Task instructions: Make an exact copy of the listing, without images.

------------------------------

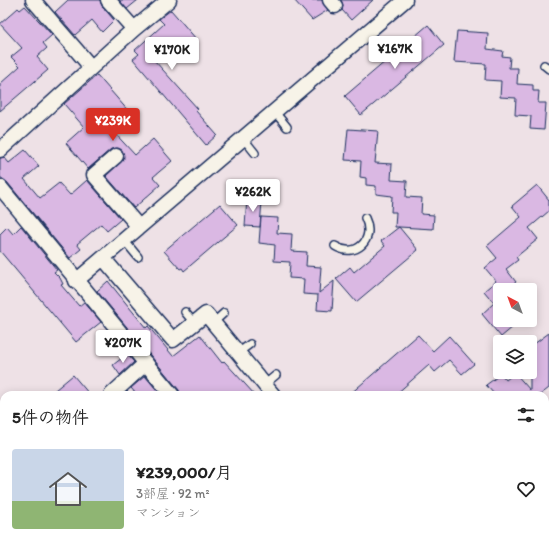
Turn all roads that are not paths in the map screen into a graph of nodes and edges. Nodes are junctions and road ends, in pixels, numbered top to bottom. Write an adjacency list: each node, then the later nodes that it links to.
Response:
1 (32, 0): 6 (street)
2 (108, 0): 5 (street)
3 (169, 0): 5 (street)
4 (405, 0): 7 (street)
5 (134, 29): 6 (street)
6 (91, 67): 10 (street)
7 (274, 111): 8 (lane); 9 (street)
8 (287, 126)
9 (243, 138): 11 (lane); 15 (street)
10 (0, 150)
11 (255, 153)
12 (116, 156): 15 (street)
13 (0, 187): 20 (street)
14 (365, 218): 17 (lane)
15 (139, 227): 16 (street)
16 (124, 240): 18 (lane); 19 (street)
17 (335, 246)
18 (138, 257)
19 (103, 258): 20 (street); 23 (street)
20 (76, 280): 27 (street)
21 (184, 312): 23 (lane)
22 (224, 313): 24 (lane)
23 (194, 323): 24 (street)
24 (213, 323): 26 (street)
25 (250, 344): 26 (lane)
26 (238, 353): 29 (street)
27 (146, 364): 30 (street); 31 (street)
28 (276, 376): 29 (lane)
29 (268, 390)
30 (116, 391)
31 (169, 391)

------------------------------

Result:
Turn all roads that are not paths in the map screen into a graph of nodes and edges. Nodes are junctions and road ends, in pixels, numbered top to bottom. Write an adjacency list: each node, then the later nodes that it links to.
Response:
1 (32, 0): 6 (street)
2 (108, 0): 5 (street)
3 (169, 0): 5 (street)
4 (405, 0): 7 (street)
5 (134, 29): 6 (street)
6 (91, 67): 10 (street)
7 (274, 111): 8 (lane); 9 (street)
8 (287, 126)
9 (243, 138): 11 (lane); 15 (street)
10 (0, 150)
11 (255, 153)
12 (116, 156): 15 (street)
13 (0, 187): 20 (street)
14 (365, 218): 17 (lane)
15 (139, 227): 16 (street)
16 (124, 240): 18 (lane); 19 (street)
17 (335, 246)
18 (138, 257)
19 (103, 258): 20 (street); 23 (street)
20 (76, 280): 27 (street)
21 (184, 312): 23 (lane)
22 (224, 313): 24 (lane)
23 (194, 323): 24 (street)
24 (213, 323): 26 (street)
25 (250, 344): 26 (lane)
26 (238, 353): 29 (street)
27 (146, 364): 30 (street); 31 (street)
28 (276, 376): 29 (lane)
29 (268, 390)
30 (116, 391)
31 (169, 391)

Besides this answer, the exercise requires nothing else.